Прежде чем деревья скрыли от них Френсиса, они увидели, что он достал блокнот и карандаш и стал что-то писать. То, что он написал, было кратко, но выразительно — просто цифра «50». Вырвав листок, Френсис положил его посредине тропинки на самом виду и придавил серебряным долларом. Отсчитав еще сорок девять долларов из мешка, он разбросал их неподалеку от записки и бегом кинулся догонять своих спутников.

Аугустино, жандарм, который больше помалкивал, когда был трезв, а выпив, начинал многословно доказывать, что молчание — золото, шел впереди всех, нагнув голову, словно вынюхивая следы зверя и зорко поглядывая по сторонам. Вдруг он заметил листок бумаги и на нем — серебряный доллар. Доллар он взял себе, а записку вручил начальнику полиции. Торрес заглянул через плечо шефа, и они оба увидели таинственную цифру «50». Начальник полиции бросил бумажку на землю, не обнаружив в ней ничего интересного, и хотел продолжать погоню, но Аугустино поднял листок и стал раздумывать, что бы могла означать цифра «50». Он все еще пребывал в раздумье, когда послышался громкий возглас Рафаэля. Тут уж Аугустино смекнул, в чем дело: значит, Рафаэль нашел еще доллар; и если поискать как следует, то где-то здесь можно найти пятьдесят таких монет. И, швырнув бумажку, он мигом опустился на четвереньки и стал искать. Остальные жандармы тотчас последовали его примеру. В общей свалке никто и внимания не обращал на Торреса и начальника полиции, которые тщетно сыпали проклятиями, требуя, чтобы отряд двинулся дальше.

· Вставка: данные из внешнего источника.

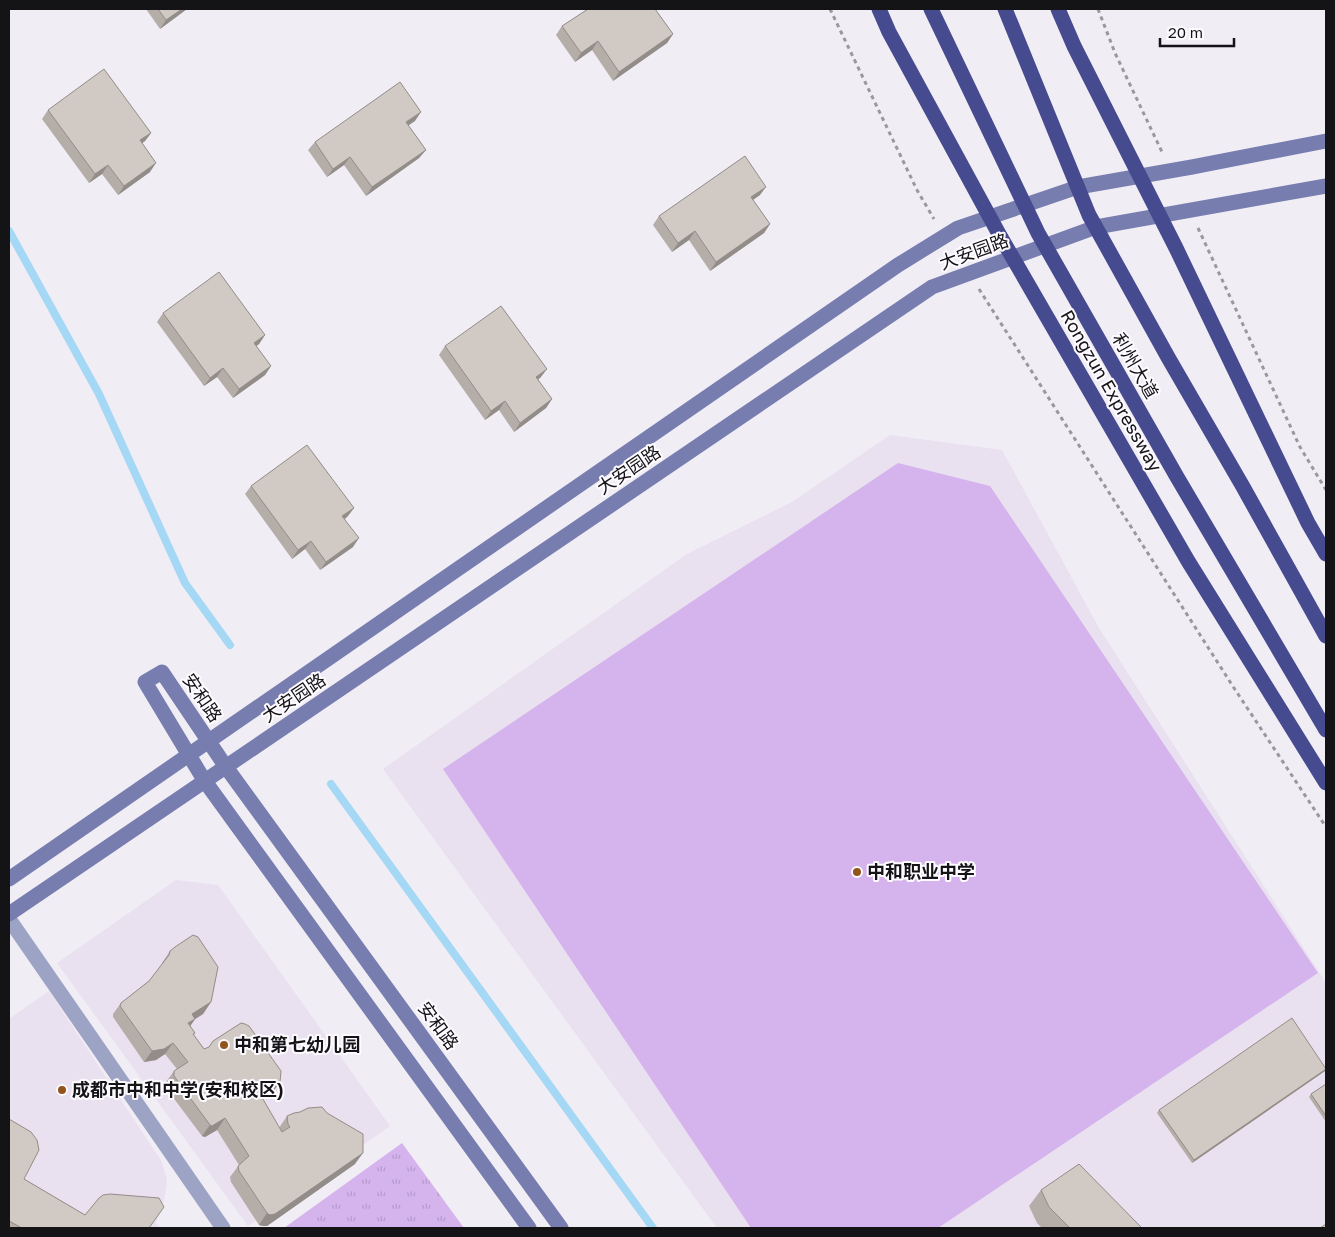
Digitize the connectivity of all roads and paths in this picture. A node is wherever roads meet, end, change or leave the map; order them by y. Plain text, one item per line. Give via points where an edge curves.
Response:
1 (830, 9) edge
2 (879, 9) edge
3 (931, 9) edge
4 (1005, 9) edge
5 (1058, 9) edge
6 (1098, 9) edge
7 (1326, 141) edge
8 (1171, 171) junction
9 (1326, 186) edge
10 (1078, 187) junction
11 (1024, 205) junction
12 (1189, 210) junction
13 (1096, 227) junction
14 (945, 236) junction
15 (1044, 245) junction
16 (969, 273) junction
17 (1326, 490) edge
18 (1326, 554) edge
19 (1326, 636) edge
20 (1326, 730) edge
21 (209, 741) junction
22 (189, 755) junction
23 (226, 767) junction
24 (204, 780) junction
25 (1326, 783) edge
26 (1326, 827) edge
27 (9, 880) edge
28 (9, 914) edge
29 (9, 919) edge
30 (223, 1228) edge
31 (529, 1228) edge
32 (561, 1228) edge

1 - 14 path via 916,190
2 - 25 highway, Rongzun Expressway, bridge via 994,226 1188,561
3 - 11 highway, 利州大道
4 - 10 highway, 利州大道
5 - 18 highway, bridge
6 - 8 path via 1115,53
7 - 8 street
8 - 10 street
9 - 12 street, 大安园路
10 - 11 street
10 - 13 highway, 利州大道
11 - 14 street via 958,228
11 - 15 highway, 利州大道
12 - 13 street, 大安园路
12 - 17 path via 1300,448
13 - 15 street, 大安园路
13 - 19 highway, 利州大道
14 - 21 street via 898,265
15 - 16 street, 大安园路
15 - 20 highway, 利州大道
16 - 23 street, 大安园路 via 932,287
16 - 26 path
21 - 22 street
21 - 22 street, 安和路 via 162,672 145,682
21 - 23 street, 安和路
22 - 24 street, 安和路
22 - 27 street
23 - 24 street, 大安园路
23 - 32 street, 安和路
24 - 28 street, 大安园路
24 - 31 street, 安和路
29 - 30 street

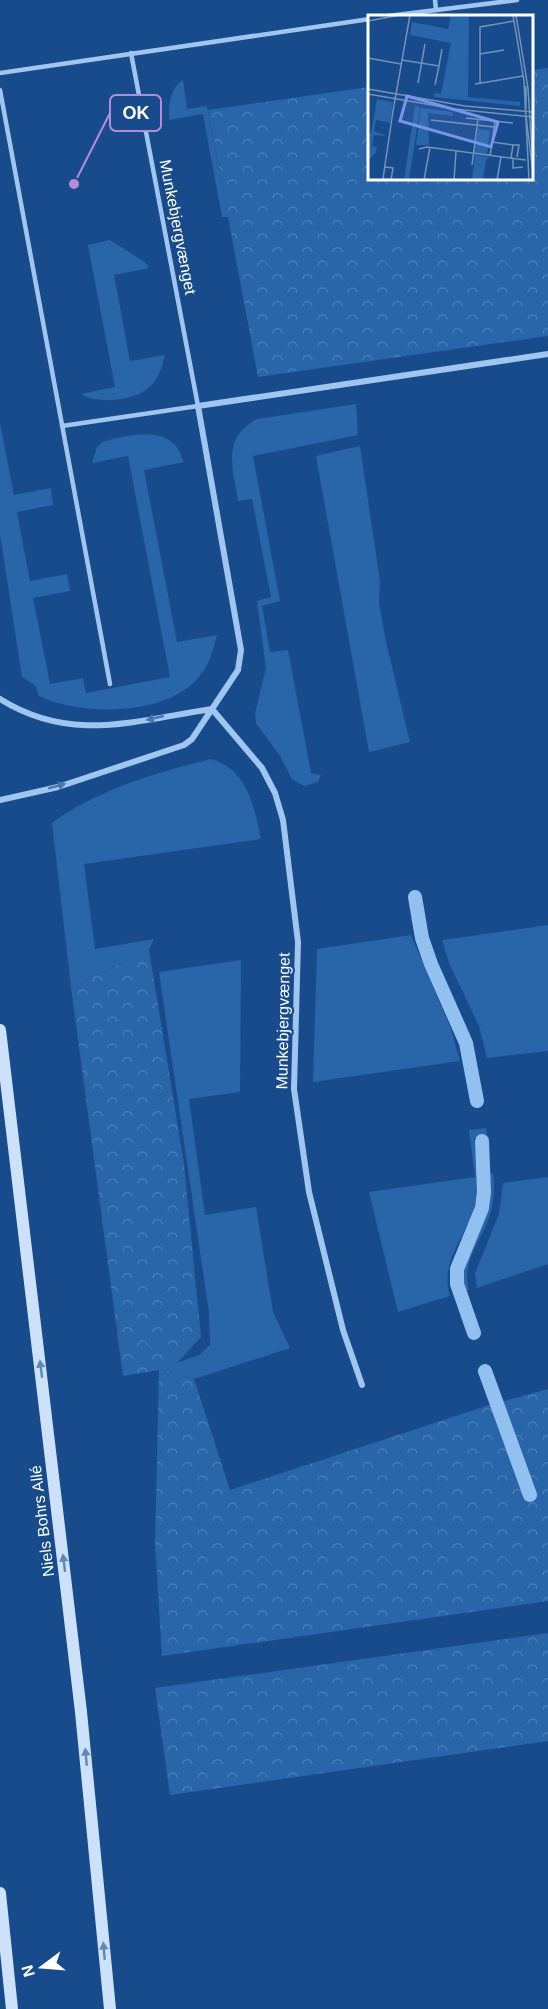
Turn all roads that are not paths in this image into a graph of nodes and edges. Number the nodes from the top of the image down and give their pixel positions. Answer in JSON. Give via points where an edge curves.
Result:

Когда выяснилось, что уже никто ничего больше не находит, жандармы решили подсчитать, сколько они подобрали монет. Оказалось — сорок семь.

— Тут где-то должно быть еще три доллара! — воскликнул Рафаэль; и все жандармы снова распластались на земле и принялись за поиски. Прошло еще пять минут, пока были найдены недостающие три монеты. Каждый сунул в карман то, что ему удалось подобрать, и все послушно двинулись вслед за Торресом и начальником полиции.